When you’re a business owner, you will have to deliver a presentation in front of an audience or prospective investors at some point. Even if you are not a naturally gifted speaker, there’s no need to panic. Here are our top five tips to deliver winning presentations.

Know Your Audience Well

Our first tip sounds very basic, but it is crucial to know who you’re presenting your materials to. If your audience comprises of beginners, then it goes without saying that you shouldn’t prepare advanced-level materials. If you happen to know the names of people in your audience, do some quick research on LinkedIn or Facebook. You’ll gain some insight into their backgrounds and interests. Then you can create a more personalized presentation based on your findings.

Be a Storyteller

What is the purpose of your presentation? Sometimes presentations are given simply to share knowledge and experiences. However, it’s more likely you want your audience to take action. But they won’t do what you want them to do just because you tell them to do so. Nor are spreadsheets of data enough to compel an audience.
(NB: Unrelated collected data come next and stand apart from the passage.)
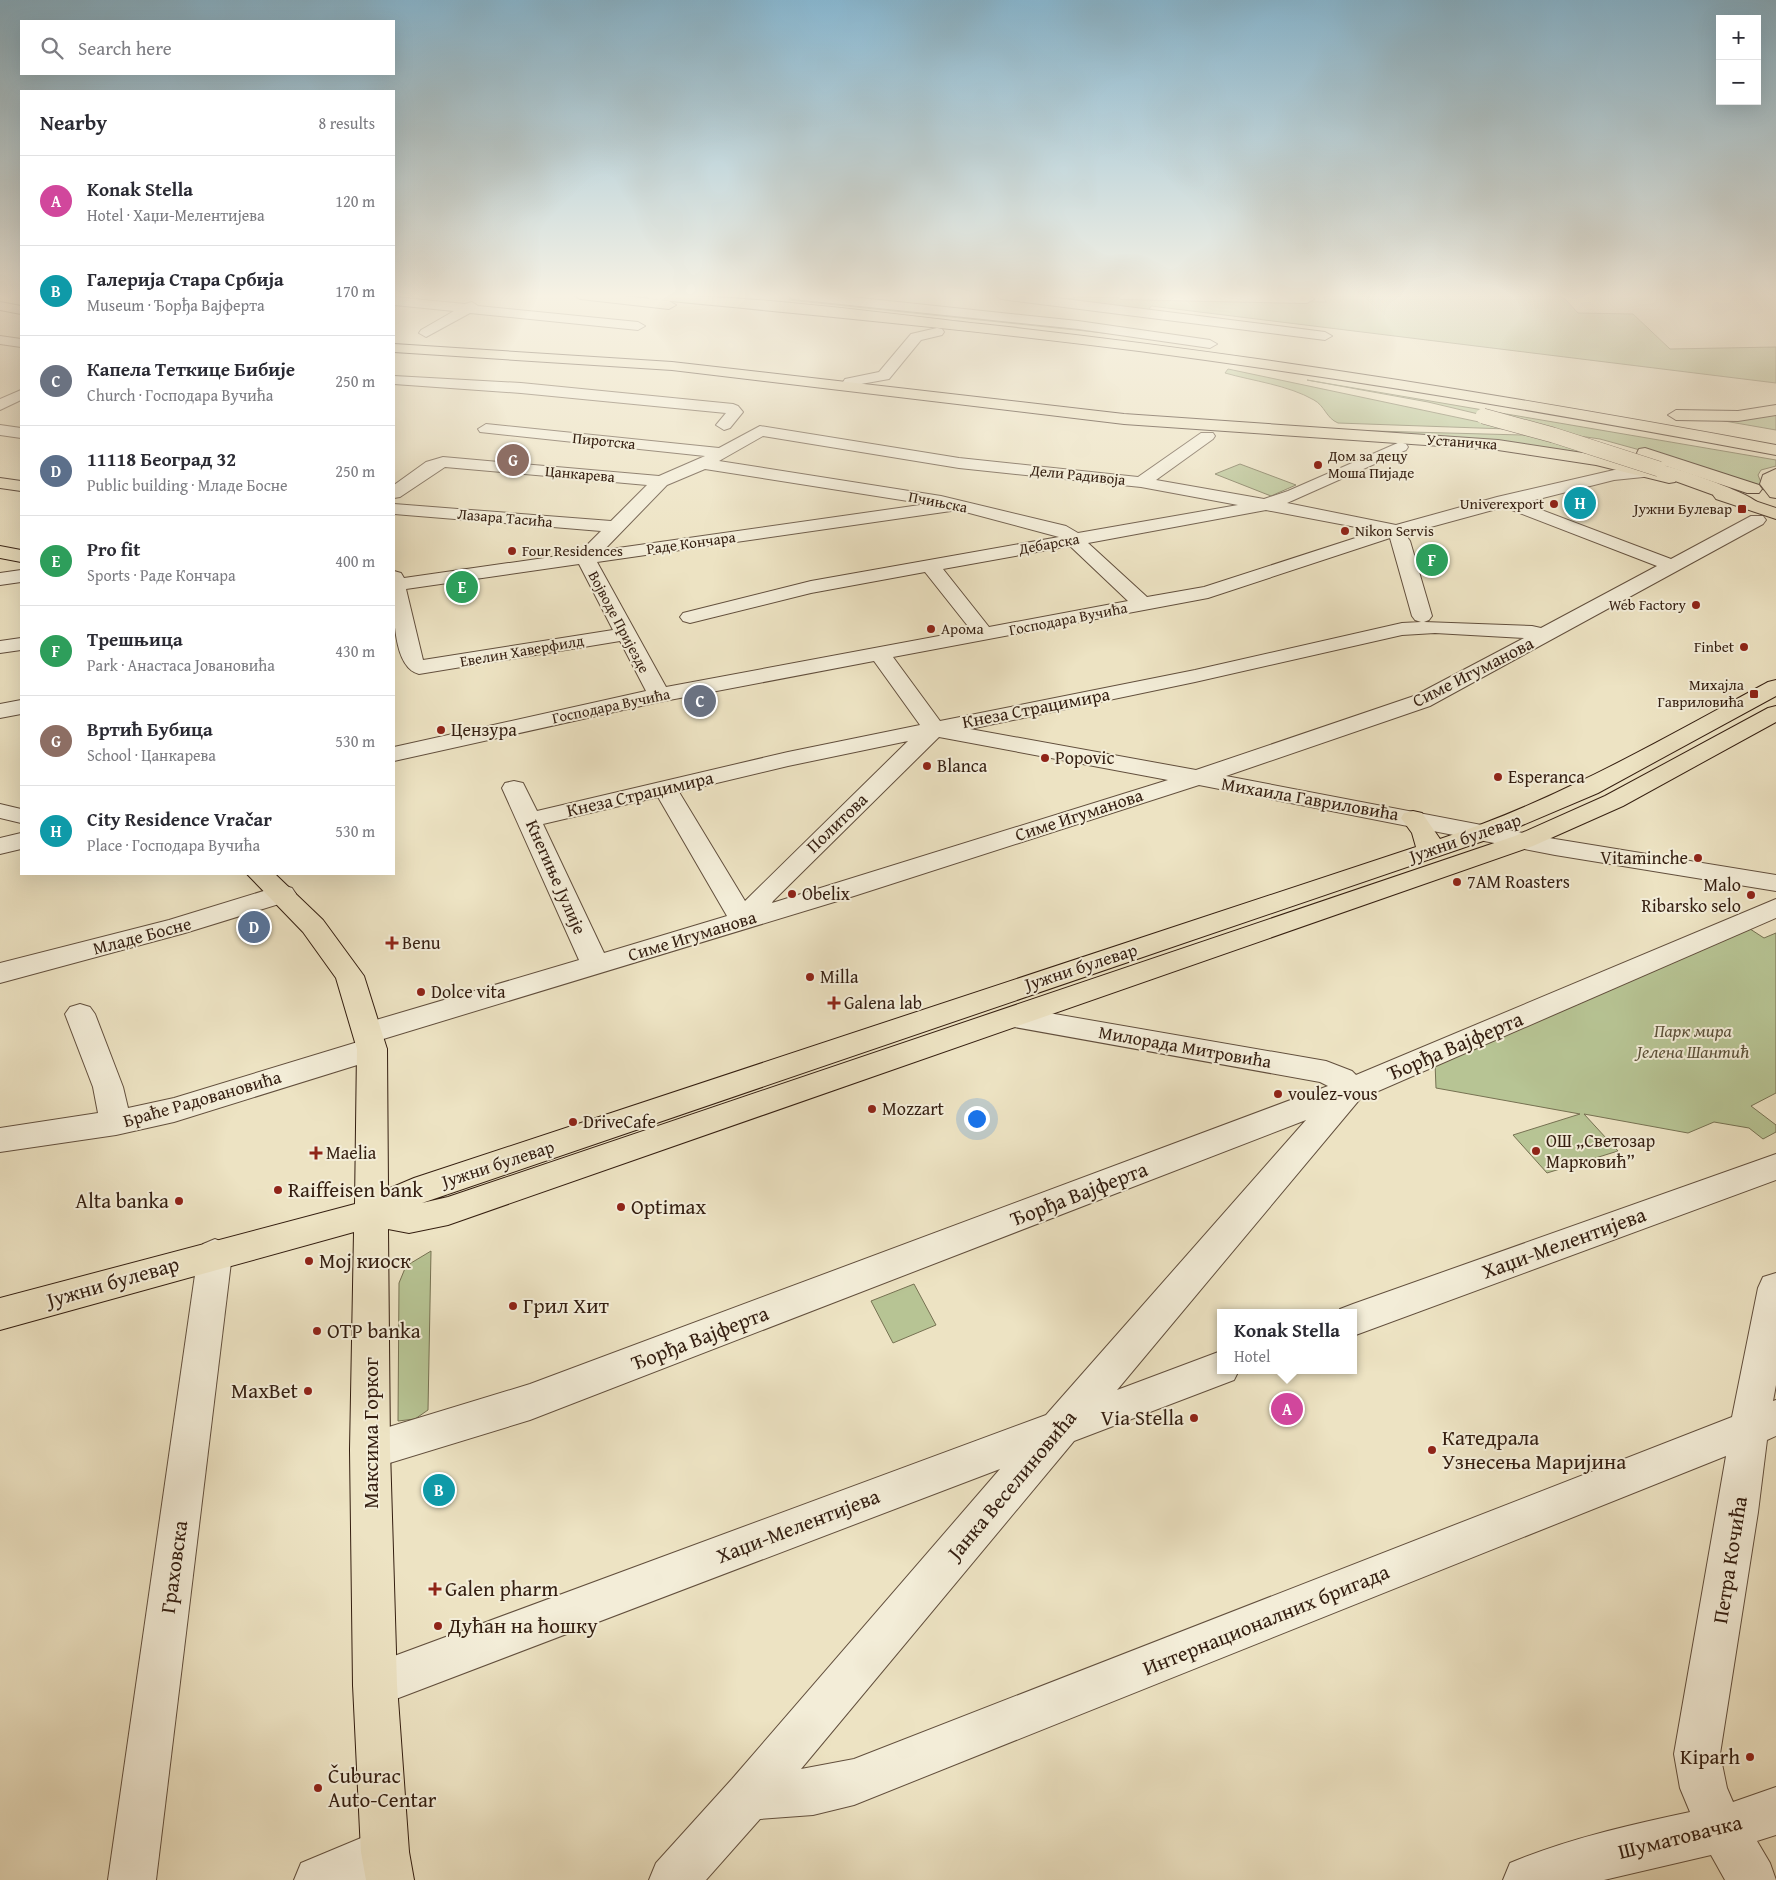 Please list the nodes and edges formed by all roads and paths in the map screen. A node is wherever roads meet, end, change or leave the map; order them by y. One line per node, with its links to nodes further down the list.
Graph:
1 (434, 383): 19 (street)
2 (815, 383): 31 (main road, Устаничка)
3 (855, 383): 10 (main road, Устаничка)
4 (888, 383): 10 (street)
5 (1318, 383): 14 (main road)
6 (1338, 383): 30 (main road)
7 (1381, 383): 28 (main road)
8 (1428, 383): 26 (main road)
9 (1474, 383): 11 (main road)
10 (901, 389): 42 (main road, Устаничка)
11 (1544, 393)
12 (20, 395): 13 (street)
13 (0, 405)
14 (1433, 405)
15 (1776, 410): 18 (main road)
16 (1466, 412): 33 (main road, bridge)
17 (1658, 412): 18 (main road)
18 (1676, 415): 22 (main road)
19 (724, 425)
20 (486, 429): 29 (street, Пиротска)
21 (0, 430): 24 (street)
22 (1758, 430)
23 (760, 431): 29 (street, Војводе Пријезде); 37 (street, Дели Радивоја)
24 (20, 433)
25 (1208, 436): 37 (street)
26 (1776, 442)
27 (1400, 447): 45 (street, Дебарска)
28 (1776, 450)
29 (722, 453): 32 (street, Војводе Пријезде)
30 (1776, 459)
31 (1596, 460): 33 (main road, Устаничка); 34 (street)
32 (703, 464): 36 (street, Војводе Пријезде); 44 (street, Пчињска)
33 (1653, 470): 34 (street, Господара Вучића); 47 (main road, Устаничка)
34 (1616, 474): 43 (street, Господара Вучића)
35 (1776, 474): 41 (main road)
36 (661, 481): 40 (street, Цанкарева); 49 (street, Војводе Пријезде)
37 (1141, 482): 45 (street, Дели Радивоја)
38 (0, 483): 39 (main road)
39 (20, 486)
40 (395, 492)
41 (1776, 493)
42 (1776, 498)
43 (1503, 501): 50 (street, Господара Вучића); 55 (street)
44 (958, 505): 51 (street, Пчињска); 54 (street, Раде Кончара)
45 (1266, 505): 50 (street, Дели Радивоја); 51 (street, Дебарска)
46 (395, 509): 49 (street, Лазара Тасића)
47 (1754, 512): 48 (main road, Устаничка); 55 (street, Симе Игуманова)
48 (1776, 514)
49 (615, 527): 54 (street, Војводе Пријезде)
50 (1394, 531): 61 (street, Господара Вучића); 62 (street)
51 (1073, 540): 56 (street, Дебарска); 61 (street, Пчињска)
52 (0, 552): 53 (main road)
53 (20, 556)
54 (585, 558): 59 (street, Раде Кончара); 64 (street, Војводе Пријезде)
55 (1670, 565): 66 (street, Симе Игуманова)
56 (930, 566): 63 (street, Дебарска); 65 (street)
57 (20, 576): 58 (street)
58 (0, 579)
59 (395, 582)
60 (395, 591): 67 (street)
61 (1144, 605): 65 (street, Господара Вучића)
62 (1422, 616)
63 (690, 617)
64 (625, 634): 67 (street, Евелин Хаверфилд); 72 (street, Војводе Пријезде)
65 (985, 635): 70 (street, Господара Вучића)
66 (1545, 636): 76 (street, Кнеза Страцимира); 78 (street, Симе Игуманова)
67 (401, 643)
68 (20, 644): 69 (street)
69 (0, 647)
70 (880, 654): 72 (street, Господара Вучића); 76 (street)
71 (1776, 687): 85 (main road, Јужни булевар)
72 (659, 695): 77 (street, Господара Вучића)
73 (20, 708): 74 (street)
74 (0, 711)
75 (1776, 713): 87 (main road, Јужни булевар)
76 (934, 729): 78 (street, Михаила Гавриловића); 80 (street, Кнеза Страцимира); 94 (street, Политова)
77 (395, 754)
78 (1196, 778): 83 (street, Михаила Гавриловића); 94 (street, Симе Игуманова)
79 (514, 788): 84 (street, Кнегиње Јулије)
80 (665, 788): 84 (street, Кнеза Страцимира); 94 (street)
81 (0, 811): 82 (street)
82 (20, 816)
83 (1413, 818): 85 (street, Михаила Гавриловића); 89 (main road)
84 (530, 820): 95 (street, Кнегиње Јулије)
85 (1483, 833): 87 (street, Михаила Гавриловића); 89 (main road, Јужни булевар)
86 (20, 841): 88 (street)
87 (1524, 841): 91 (street, Михаила Гавриловића); 98 (main road, Јужни булевар)
88 (0, 846)
89 (1429, 850): 104 (main road, Јужни булевар)
90 (261, 875): 92 (main road, Максима Горког)
91 (1773, 884)
92 (283, 894): 96 (street, Младе Босне); 99 (main road, Максима Горког)
93 (1776, 908): 100 (street, Ђорђа Вајферта)
94 (743, 921): 95 (street, Симе Игуманова)
95 (596, 966): 99 (street, Симе Игуманова)
96 (0, 973)
97 (80, 1014): 101 (street)
98 (1014, 1017): 100 (street, Милорада Митровића); 104 (main road, Јужни булевар)
99 (371, 1041): 101 (street, Браће Радовановића); 104 (main road, Максима Горког)
100 (1351, 1090): 111 (street, Јанка Веселиновића); 112 (street, Ђорђа Вајферта)
101 (116, 1123): 102 (street, Браће Радовановића)
102 (0, 1140)
103 (1776, 1167): 108 (street, Хаџи-Мелентијева)
104 (372, 1213): 105 (main road, Јужни булевар); 112 (main road, Максима Горког)
105 (215, 1254): 107 (main road, Јужни булевар); 118 (street, Граховска)
106 (1776, 1288): 110 (street, Петра Кочића)
107 (0, 1314)
108 (1357, 1319)
109 (1217, 1369): 111 (street, Хаџи-Мелентијева)
110 (1763, 1423): 114 (street, Интернационалних бригада); 116 (street, Петра Кочића)
111 (1062, 1426): 113 (street, Хаџи-Мелентијева); 114 (street, Јанка Веселиновића)
112 (370, 1450): 113 (main road, Максима Горког)
113 (375, 1686): 117 (main road, Максима Горког)
114 (749, 1796): 120 (street, Јанка Веселиновића)
115 (1776, 1810): 116 (street, Шуматовачка)
116 (1722, 1829): 121 (street, Шуматовачка); 122 (street, Петра Кочића)
117 (387, 1866): 119 (street)
118 (132, 1880)
119 (318, 1880)
120 (672, 1880)
121 (1527, 1880)
122 (1753, 1880)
Connect with your audience emotionally to inspire them and change their behavior. Telling captivating stories moves an audience more than any other speech technique. Take note that the more personal and authentic your stories are, the more powerful the reaction you’ll receive.

Involve the Audience

No matter how compelling your presentation is, there will always be an audience member or two who will be bored. Attract their attention! Try to encourage audience participation in every presentation you give. Asking them questions is a tried and true trick. Consider asking for a few volunteers for a demonstration or to emphasize your point. Have group activities to break up the monotony. Just do your best to persuade audience involvement.

Own the Space

How big is the space you will use for your presentation? It’s important to know what kind of space you’ll be presenting in beforehand. If you’re going to present on a large stage, you need to move around with a sense of direction and purpose as you speak. Try moving deliberately to a specific spot in the room, making a point or two to the people seated there, and then heading toward a new spot to emphasize another point. But that kind of free-range movement may not work if you’re presenting at a podium or in a boardroom, so you need to come up with other strategies.

Q&A Session Etiquette

Towards the end of your presentation, there’s usually a Q&A session. If someone asks you a question you don’t know the answer to, tell the truth. It’s okay, you’re not Google. Sometimes there’s an audience member who wants to dominate the Q&A session. Ask them to continue their questions and observations at the end so other people will get a chance to ask their own questions. Be polite, but be firm.

Now that you know how to deliver a winning presentation, it’s time to brainstorm and write down your materials! Remember: you want to convince your audience of your arguments. Make sure your arguments make sense, back them up with data, and touch your audience emotionally. Good luck!